**WHAT YOU HAVE TO DO**
When you return the data, keep every word exact and include none of the images.

**DATASET CONTENT**
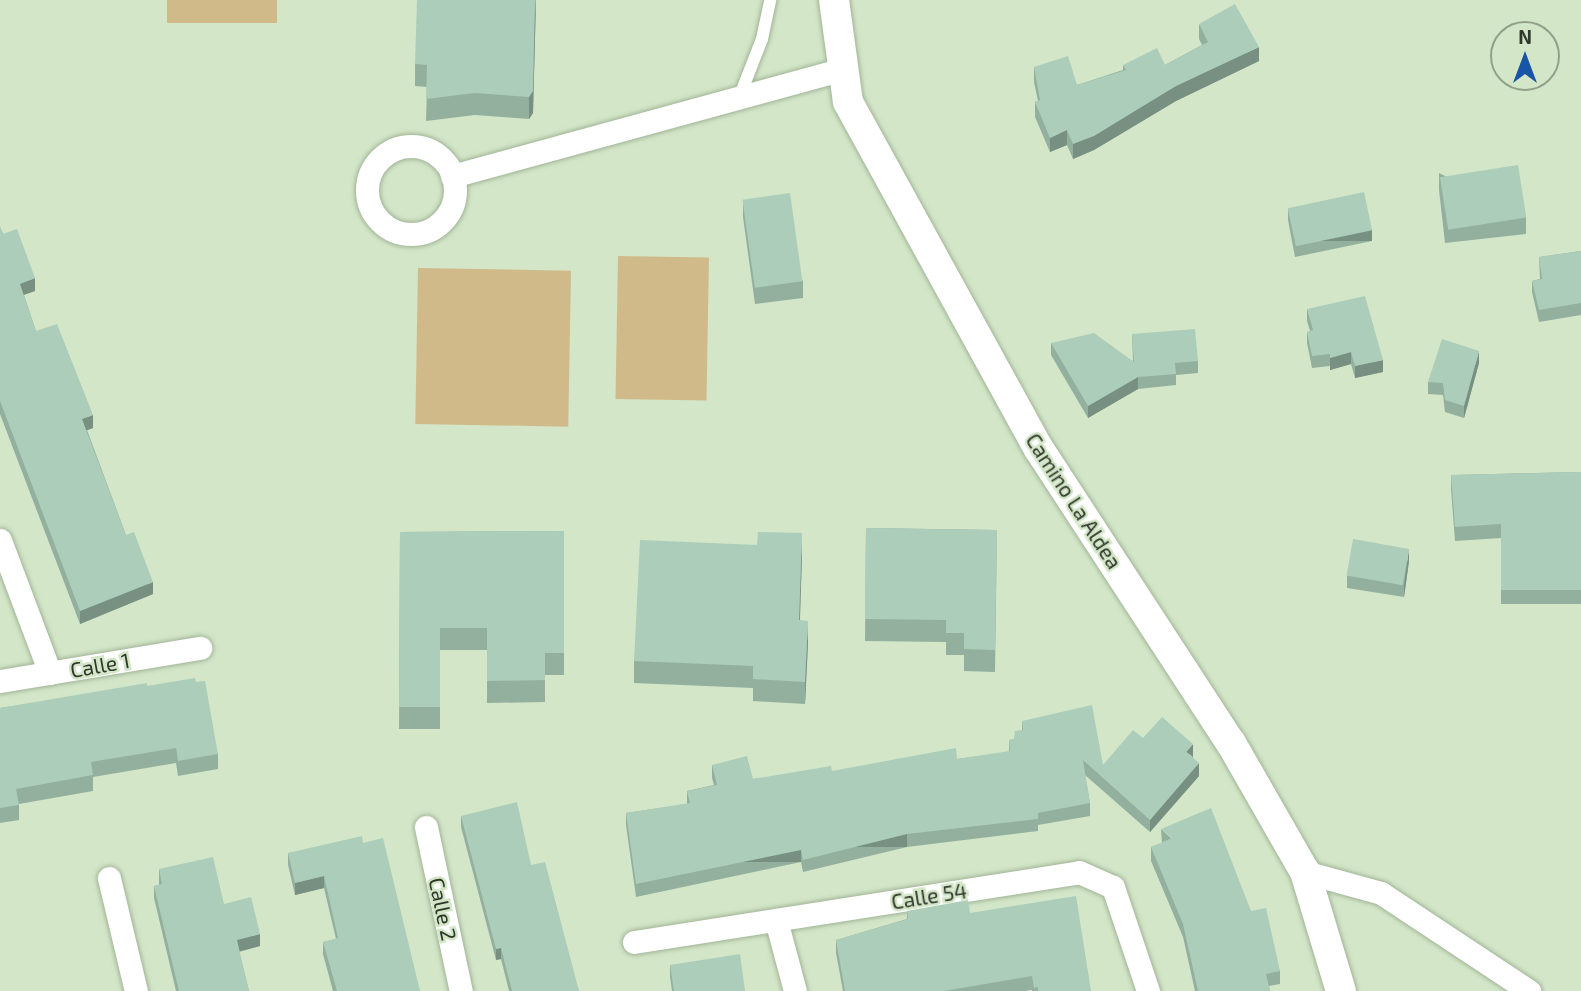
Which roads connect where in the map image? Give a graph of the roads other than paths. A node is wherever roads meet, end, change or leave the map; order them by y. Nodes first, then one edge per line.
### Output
1 (770, 0) edge
2 (834, 0) edge
3 (843, 69) junction
4 (739, 98) junction
5 (453, 176) dead end
6 (0, 540) edge
7 (200, 648) dead end
8 (50, 673) junction
9 (0, 681) edge
10 (426, 827) dead end
11 (1305, 872) junction
12 (109, 878) dead end
13 (776, 920) junction
14 (634, 942) dead end
15 (136, 991) edge
16 (461, 991) edge
17 (795, 991) edge
18 (1148, 991) edge
19 (1341, 991) edge
20 (1529, 991) edge

1 - 4 lane
2 - 3 street, Camino La Aldea
3 - 4 street
3 - 11 street, Camino La Aldea
4 - 5 street
6 - 8 street
7 - 8 street, Calle 1
8 - 9 street, Calle 1
10 - 16 street, Calle 2
11 - 19 street, Camino La Aldea
11 - 20 street
12 - 15 street
13 - 14 street, Calle 54
13 - 17 street
13 - 18 street, Calle 54

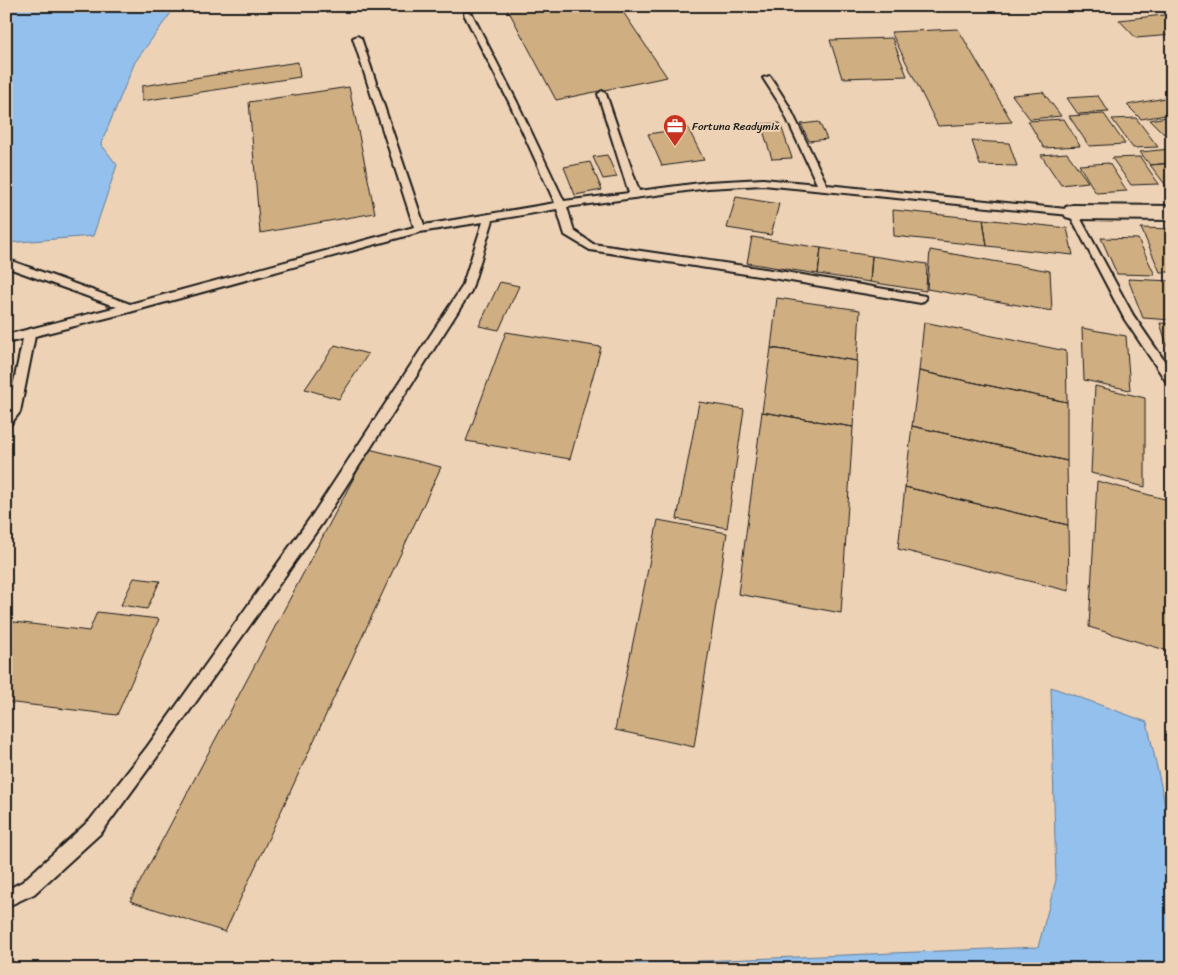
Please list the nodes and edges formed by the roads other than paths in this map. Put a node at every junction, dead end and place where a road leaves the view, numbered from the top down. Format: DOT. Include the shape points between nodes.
graph roads {
  1 [pos="468,14"];
  2 [pos="357,38"];
  3 [pos="767,78"];
  4 [pos="602,94"];
  5 [pos="824,188"];
  6 [pos="635,195"];
  7 [pos="561,205"];
  8 [pos="1072,212"];
  9 [pos="1172,213"];
  10 [pos="490,217"];
  11 [pos="420,229"];
  12 [pos="6,263"];
  13 [pos="921,299"];
  14 [pos="130,308"];
  15 [pos="30,333"];
  16 [pos="6,339"];
  17 [pos="1172,380"];
  18 [pos="6,422"];
  19 [pos="6,899"];
  1 -- 7 [label="lane"];
  2 -- 11 [label="lane"];
  3 -- 5 [label="lane" via="785,106"];
  4 -- 6 [label="lane"];
  5 -- 6 [label="lane" via="763,182 708,185"];
  5 -- 8 [label="lane"];
  6 -- 7 [label="lane"];
  7 -- 10 [label="lane"];
  7 -- 13 [label="lane" via="569,232 590,247"];
  8 -- 9 [label="street"];
  8 -- 17 [label="lane" via="1129,317"];
  10 -- 11 [label="lane"];
  10 -- 19 [label="lane" via="467,288 318,518 152,752 96,826 28,888"];
  11 -- 14 [label="lane"];
  12 -- 14 [label="lane"];
  14 -- 15 [label="lane"];
  15 -- 16 [label="lane"];
  15 -- 18 [label="lane" via="14,412"];
}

**SOLVED EXERCISE**
Which roads connect where in the map image? Give a graph of the roads other than paths. A node is wherever roads meet, end, change or leave the map; order them by y. Nodes first, then one edge per line.
### Output
1 (770, 0) edge
2 (834, 0) edge
3 (843, 69) junction
4 (739, 98) junction
5 (453, 176) dead end
6 (0, 540) edge
7 (200, 648) dead end
8 (50, 673) junction
9 (0, 681) edge
10 (426, 827) dead end
11 (1305, 872) junction
12 (109, 878) dead end
13 (776, 920) junction
14 (634, 942) dead end
15 (136, 991) edge
16 (461, 991) edge
17 (795, 991) edge
18 (1148, 991) edge
19 (1341, 991) edge
20 (1529, 991) edge

1 - 4 lane
2 - 3 street, Camino La Aldea
3 - 4 street
3 - 11 street, Camino La Aldea
4 - 5 street
6 - 8 street
7 - 8 street, Calle 1
8 - 9 street, Calle 1
10 - 16 street, Calle 2
11 - 19 street, Camino La Aldea
11 - 20 street
12 - 15 street
13 - 14 street, Calle 54
13 - 17 street
13 - 18 street, Calle 54

Please list the nodes and edges formed by the roads other than paths in this map. Put a node at every junction, dead end and place where a road leaves the view, numbered from the top down. Format: DOT. Include the shape points between nodes.
graph roads {
  1 [pos="468,14"];
  2 [pos="357,38"];
  3 [pos="767,78"];
  4 [pos="602,94"];
  5 [pos="824,188"];
  6 [pos="635,195"];
  7 [pos="561,205"];
  8 [pos="1072,212"];
  9 [pos="1172,213"];
  10 [pos="490,217"];
  11 [pos="420,229"];
  12 [pos="6,263"];
  13 [pos="921,299"];
  14 [pos="130,308"];
  15 [pos="30,333"];
  16 [pos="6,339"];
  17 [pos="1172,380"];
  18 [pos="6,422"];
  19 [pos="6,899"];
  1 -- 7 [label="lane"];
  2 -- 11 [label="lane"];
  3 -- 5 [label="lane" via="785,106"];
  4 -- 6 [label="lane"];
  5 -- 6 [label="lane" via="763,182 708,185"];
  5 -- 8 [label="lane"];
  6 -- 7 [label="lane"];
  7 -- 10 [label="lane"];
  7 -- 13 [label="lane" via="569,232 590,247"];
  8 -- 9 [label="street"];
  8 -- 17 [label="lane" via="1129,317"];
  10 -- 11 [label="lane"];
  10 -- 19 [label="lane" via="467,288 318,518 152,752 96,826 28,888"];
  11 -- 14 [label="lane"];
  12 -- 14 [label="lane"];
  14 -- 15 [label="lane"];
  15 -- 16 [label="lane"];
  15 -- 18 [label="lane" via="14,412"];
}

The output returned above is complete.